Шеврон размышлял. За Ухо Дженкина шла негласная борьба, но было маловероятно, что оба полушария нарушат такое хрупкое равновесие из-за пингвиньих яиц. Скорее всего, если тут что-нибудь и было, то это был намек на какое-то место. По крайней мере, это как-то увязывалось с интересом, какой Полдано проявлял ко льду.

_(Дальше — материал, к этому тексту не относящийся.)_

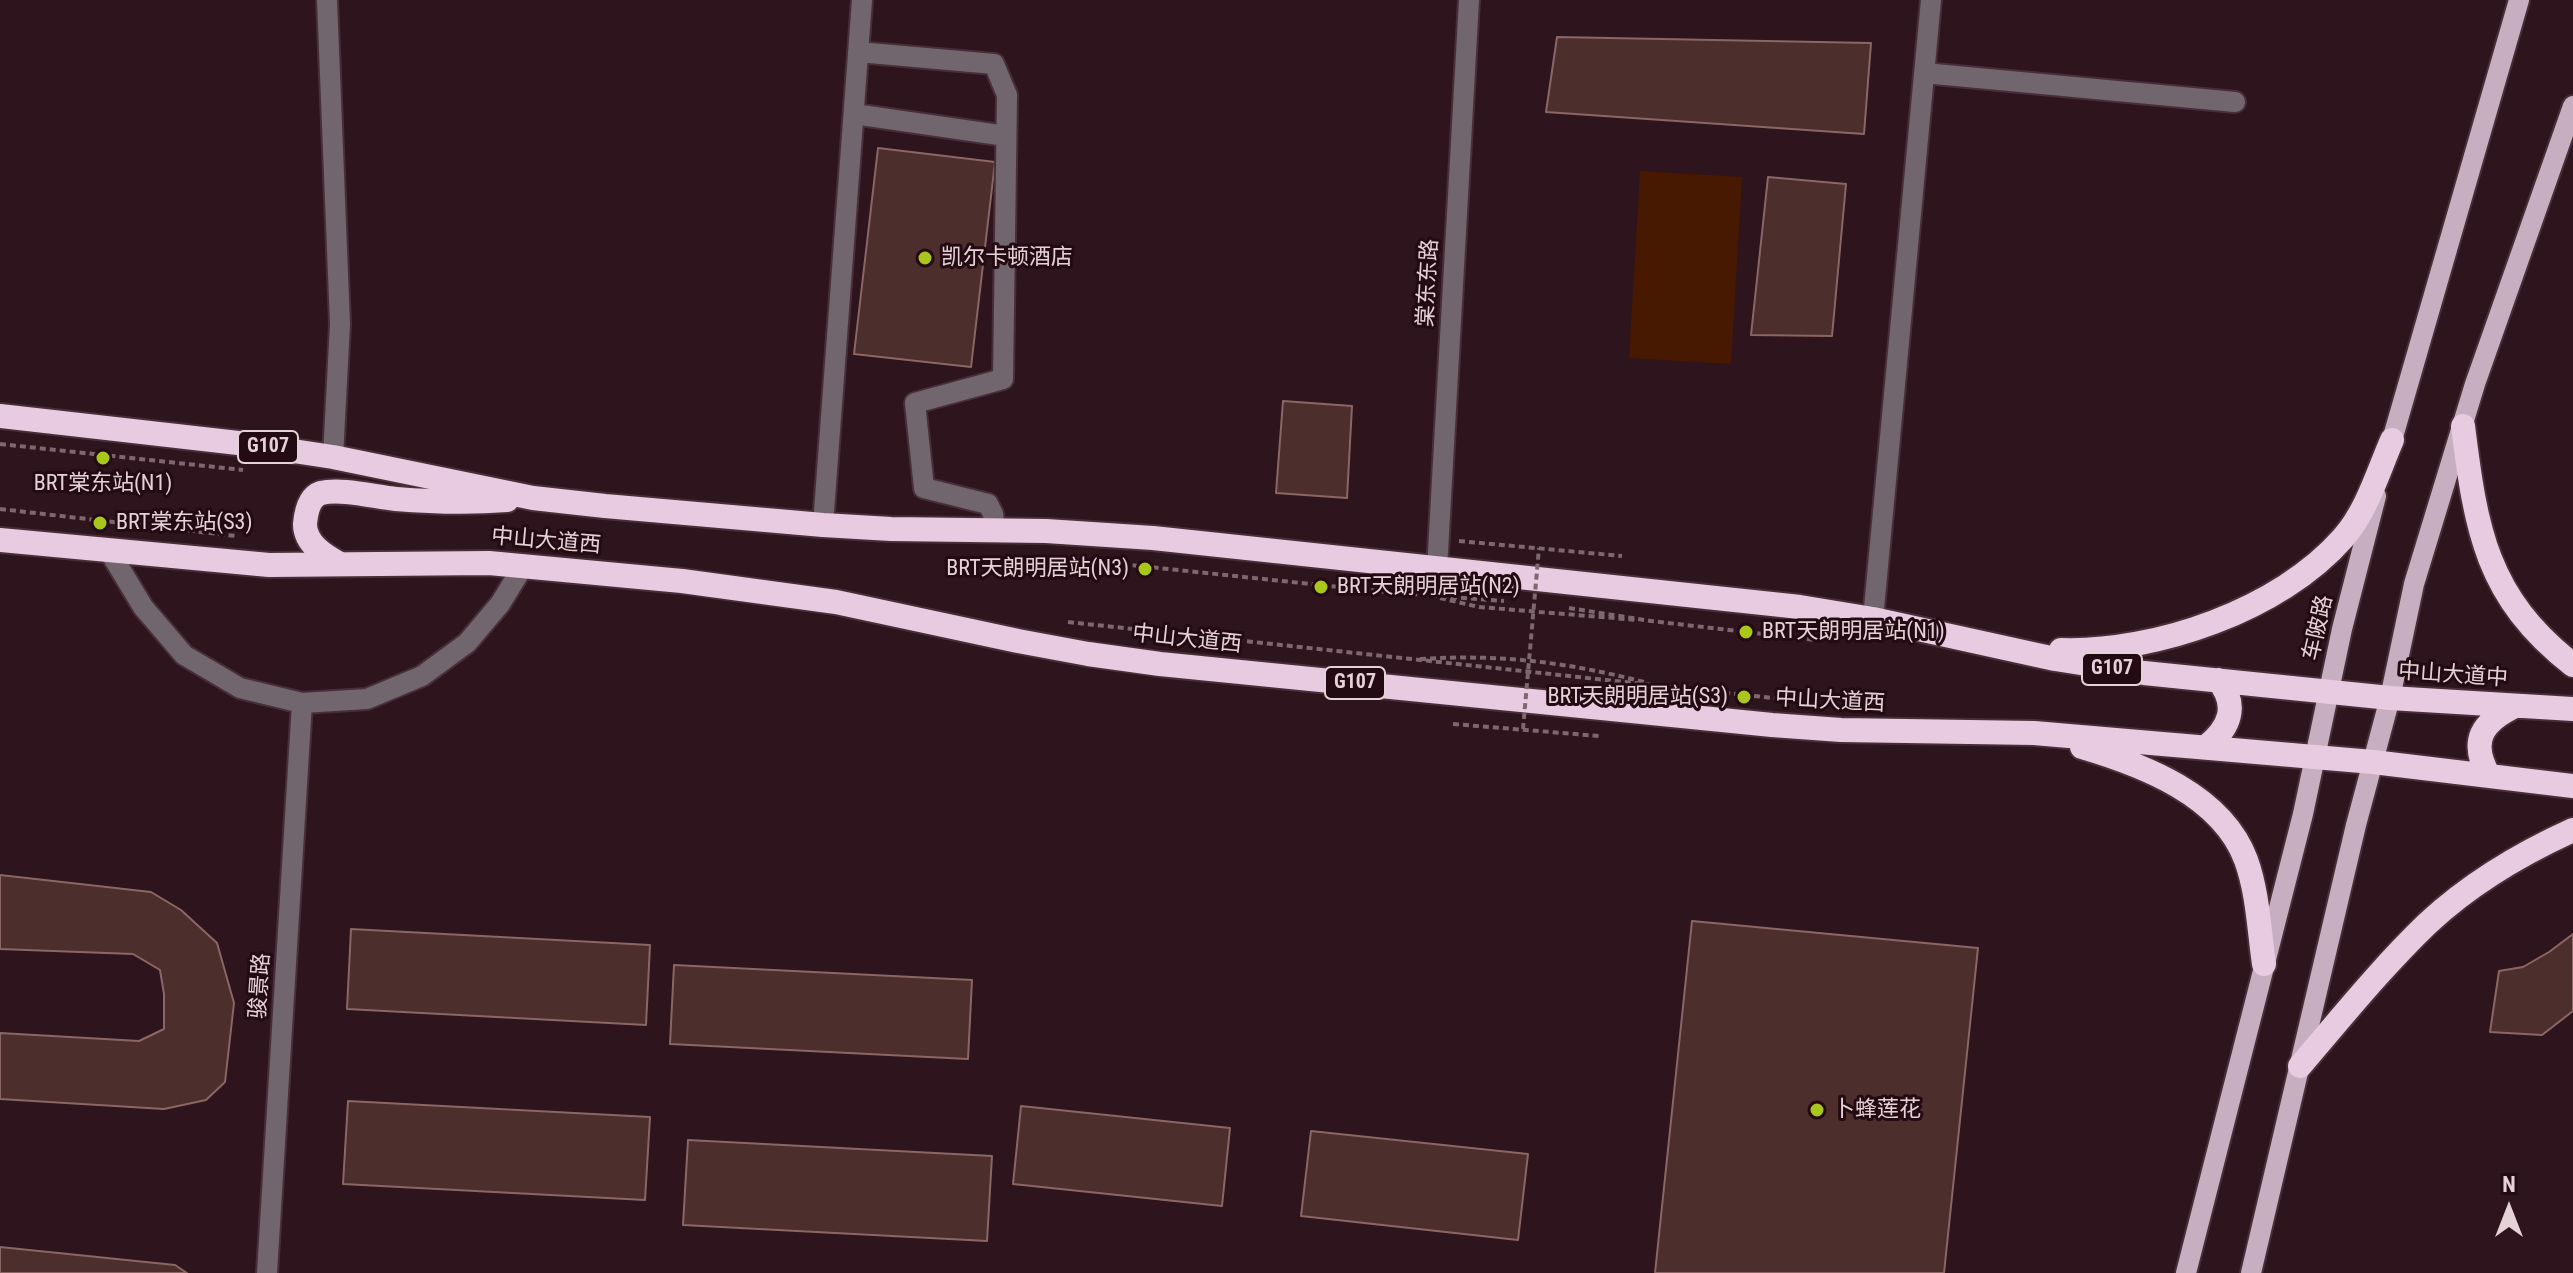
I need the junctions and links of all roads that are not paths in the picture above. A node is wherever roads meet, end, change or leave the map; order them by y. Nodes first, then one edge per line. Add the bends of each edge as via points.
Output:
1 (327, 0) edge
2 (862, 0) edge
3 (1469, 0) edge
4 (1931, 0) edge
5 (2519, 0) edge
6 (858, 52) junction
7 (1924, 73) junction
8 (2235, 102) dead end
9 (2573, 106) edge
10 (854, 114) junction
11 (1006, 136) junction
12 (0, 416) edge
13 (2463, 426) junction
14 (2392, 440) junction
15 (333, 457) junction
16 (533, 498) junction
17 (823, 525) junction
18 (995, 530) junction
19 (0, 540) edge
20 (108, 549) junction
21 (340, 564) junction
22 (524, 565) junction
23 (1437, 569) junction
24 (1873, 619) junction
25 (2008, 648) junction
26 (2573, 665) edge
27 (2218, 680) junction
28 (2329, 692) junction
29 (2390, 698) junction
30 (302, 703) junction
31 (2515, 706) junction
32 (2573, 709) edge
33 (2034, 733) junction
34 (2206, 747) junction
35 (2315, 757) junction
36 (2373, 762) junction
37 (2489, 776) junction
38 (2573, 786) edge
39 (2573, 830) edge
40 (2264, 964) junction
41 (2300, 1066) junction
42 (267, 1273) edge
43 (2186, 1273) edge
44 (2251, 1273) edge

1 - 15 street via 340,324
2 - 6 street
3 - 23 street, 棠东东路
4 - 7 street
5 - 14 main road, 车陂路
6 - 10 street
6 - 11 street via 994,64 1007,95
7 - 8 street
7 - 24 street
9 - 13 main road
10 - 11 street
10 - 17 street
11 - 18 street via 1003,379 915,403 924,488 988,504
12 - 15 highway, 中山大道西 / G107
13 - 26 highway via 2476,513 2491,565 2531,629
13 - 29 main road via 2414,584
14 - 25 highway via 2362,510 2344,537 2272,595 2198,628 2117,647
14 - 28 main road, 车陂路
15 - 16 highway, 中山大道西 / G107
16 - 17 highway, 中山大道西 / G107
16 - 21 highway via 479,503 322,493 312,499 306,530 318,550
17 - 18 highway, 中山大道西 / G107
18 - 23 highway, 中山大道西 / G107 via 1153,538
19 - 20 highway, 中山大道西 / G107
20 - 21 highway, 中山大道西 / G107 via 269,565
20 - 30 street via 143,607 184,655 240,688
21 - 22 highway, 中山大道西 / G107
22 - 30 street via 467,643 422,676 367,699
22 - 33 highway, 中山大道西 / G107 via 821,599 1160,664 1786,726
23 - 24 highway, 中山大道西 / G107
24 - 25 highway, 中山大道西 / G107
25 - 27 highway, 中山大道西 / G107 via 2103,668
27 - 28 highway, 中山大道西 / G107
27 - 34 highway via 2230,710 2222,732
28 - 29 highway, 中山大道中 / G107
28 - 35 main road, 车陂路
29 - 31 highway, 中山大道中 / G107
29 - 36 main road
30 - 42 street, 骏景路
31 - 32 highway, 中山大道中 / G107
31 - 37 highway via 2482,732 2481,761
33 - 34 highway, 中山大道西 / G107
33 - 40 highway via 2137,766 2215,814 2246,859
34 - 35 highway, 中山大道西 / G107
35 - 36 highway, 中山大道西 / G107
35 - 40 main road, 车陂路
36 - 37 highway, G107
36 - 41 main road
37 - 38 highway
39 - 41 highway via 2521,854 2428,923
40 - 43 main road, 车陂路
41 - 44 main road

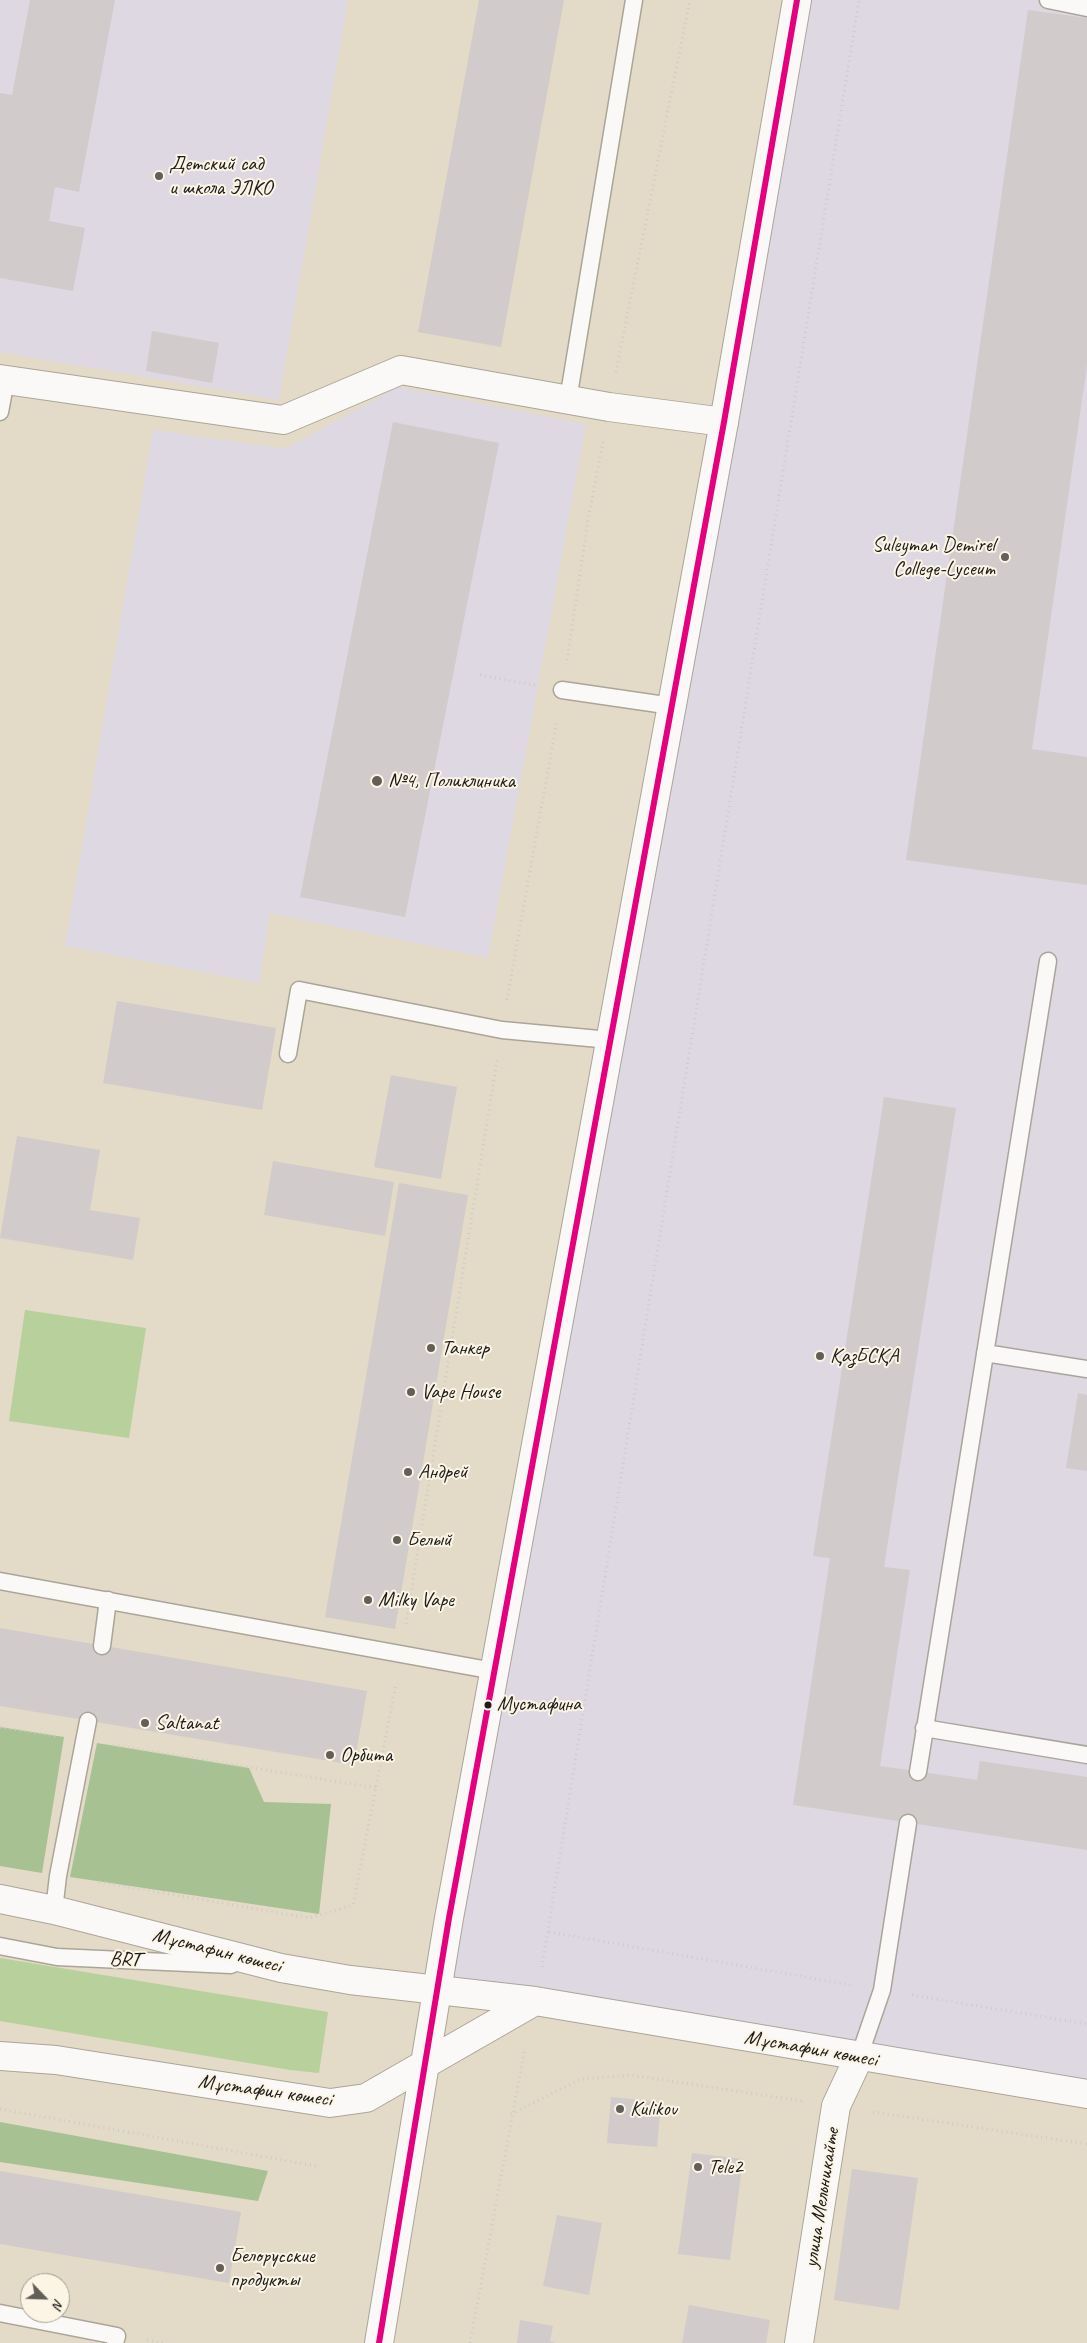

— Спасибо, — заговорил он наконец. — Вы можете приберечь это для себя. Я не вижу здесь чего-либо, по крайней мере, сейчас, но, возможно, тут что-то есть. Если вы готовы, мы перейдем к следующему. Я не строю никаких иллюзий, оставаясь на этом судне дольше, чем следует. Может быть, именно сейчас Лабид готовится отправить ночной отряд.
Закайо встревожился:
— Вы, конечно, не предполагаете, что мы плывем ради этого, босс? Нас в этих водах съедят заживо.
— Надеюсь, что здесь есть какая-нибудь шлюпка. Ее вряд ли засекут в этом радиусе. Осмотрите палубу.
Анна Рилей нашла ее на капитанском мостике в шкафчике. Это был небольшой продолговатый тюк с красной предупреждающей надписью, которая гласила, что шлюпку следует хранить в сухом виде и, когда возникнет необходимость, спускать на воду, таща за веревку.